Question

A particle of mass 4 gram moves along a circle of radius \( 10^2 / 2\pi \) cm with constant tangential acceleration. After beginning of the motion, by the end of second revolution, the kinetic energy of the particle becomes \( 18 \times 10^{-5} \) J. The magnitude of tangential acceleration is:

• A. \( 2.25 \times 10^{-6} \, \text{m/s}^2 \)
• B. \( 2.25 \times 10^{-5} \, \text{m/s}^2 \)
• C. \( 2.25 \times 10^{-4} \, \text{m/s}^2 \)
• D. \( 2.25 \times 10^{-3} \, \text{m/s}^2 \)

Hint:

The kinetic energy of a particle moving in a circle with tangential acceleration is related to the final velocity and acceleration through the equation \( K = \frac{1}{2} m v^2 \).

Answer 1

The Correct Option is C

Step 1: Using the formula for Kinetic Energy.
The kinetic energy \( K \) of a particle is given by: \[ K = \frac{1}{2} m v^2 \] The relationship between the final velocity and tangential acceleration is: \[ v = \sqrt{2a t} \] where \( a \) is the tangential acceleration, and \( t \) is the time.
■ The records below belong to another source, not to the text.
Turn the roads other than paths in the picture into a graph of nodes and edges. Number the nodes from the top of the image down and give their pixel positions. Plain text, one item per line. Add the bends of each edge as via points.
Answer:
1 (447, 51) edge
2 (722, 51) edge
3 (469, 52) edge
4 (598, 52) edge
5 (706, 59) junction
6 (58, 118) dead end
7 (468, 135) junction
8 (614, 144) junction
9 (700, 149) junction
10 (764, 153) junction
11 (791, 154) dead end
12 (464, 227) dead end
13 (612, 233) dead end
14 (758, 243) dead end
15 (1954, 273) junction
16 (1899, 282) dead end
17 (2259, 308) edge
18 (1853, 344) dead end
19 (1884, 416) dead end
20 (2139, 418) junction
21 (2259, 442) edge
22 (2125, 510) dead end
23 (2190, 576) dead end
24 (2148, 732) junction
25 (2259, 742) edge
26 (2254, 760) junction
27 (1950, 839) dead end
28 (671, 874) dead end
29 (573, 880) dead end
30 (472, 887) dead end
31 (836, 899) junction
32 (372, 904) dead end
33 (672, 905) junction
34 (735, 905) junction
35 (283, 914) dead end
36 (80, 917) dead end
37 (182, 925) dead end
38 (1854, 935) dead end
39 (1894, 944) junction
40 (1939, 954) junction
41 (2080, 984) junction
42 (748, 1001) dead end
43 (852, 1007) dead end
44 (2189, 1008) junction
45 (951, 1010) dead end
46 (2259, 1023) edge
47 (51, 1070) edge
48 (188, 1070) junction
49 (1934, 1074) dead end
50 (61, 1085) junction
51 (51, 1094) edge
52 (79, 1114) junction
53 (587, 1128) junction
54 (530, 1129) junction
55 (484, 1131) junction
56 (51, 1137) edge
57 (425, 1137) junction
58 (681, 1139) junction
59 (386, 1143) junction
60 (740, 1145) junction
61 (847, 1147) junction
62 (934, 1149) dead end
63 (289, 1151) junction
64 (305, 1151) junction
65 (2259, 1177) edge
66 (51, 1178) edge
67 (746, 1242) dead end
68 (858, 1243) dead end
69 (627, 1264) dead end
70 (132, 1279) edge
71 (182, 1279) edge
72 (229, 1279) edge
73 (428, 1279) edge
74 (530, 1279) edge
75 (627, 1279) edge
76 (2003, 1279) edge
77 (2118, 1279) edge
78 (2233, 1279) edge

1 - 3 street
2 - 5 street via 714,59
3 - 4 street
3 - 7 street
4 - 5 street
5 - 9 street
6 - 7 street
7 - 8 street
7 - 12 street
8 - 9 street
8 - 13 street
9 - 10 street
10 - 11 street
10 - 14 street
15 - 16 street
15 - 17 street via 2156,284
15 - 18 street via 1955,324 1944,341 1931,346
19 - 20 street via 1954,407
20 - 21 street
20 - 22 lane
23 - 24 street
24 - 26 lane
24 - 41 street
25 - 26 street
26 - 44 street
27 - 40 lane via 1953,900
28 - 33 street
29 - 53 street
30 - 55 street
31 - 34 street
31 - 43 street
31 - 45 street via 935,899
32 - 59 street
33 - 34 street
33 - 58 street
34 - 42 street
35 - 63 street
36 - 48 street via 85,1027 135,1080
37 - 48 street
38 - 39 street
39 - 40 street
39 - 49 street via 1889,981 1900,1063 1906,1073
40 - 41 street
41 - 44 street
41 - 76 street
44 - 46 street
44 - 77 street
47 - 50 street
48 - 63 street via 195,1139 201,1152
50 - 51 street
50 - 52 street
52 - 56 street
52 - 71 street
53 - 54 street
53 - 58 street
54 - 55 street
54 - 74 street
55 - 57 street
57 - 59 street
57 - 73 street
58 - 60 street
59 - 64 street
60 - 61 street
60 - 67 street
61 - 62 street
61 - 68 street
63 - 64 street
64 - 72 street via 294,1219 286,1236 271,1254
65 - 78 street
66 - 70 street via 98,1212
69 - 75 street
From the problem, we can relate the change in kinetic energy to the tangential acceleration to solve for \( a \). After solving for \( a \), we find: \[ a = 2.25 \times 10^{-4} \, \text{m/s}^2 \] Step 2: Final Answer.
Thus, the magnitude of tangential acceleration is \( 2.25 \times 10^{-4} \, \text{m/s}^2 \).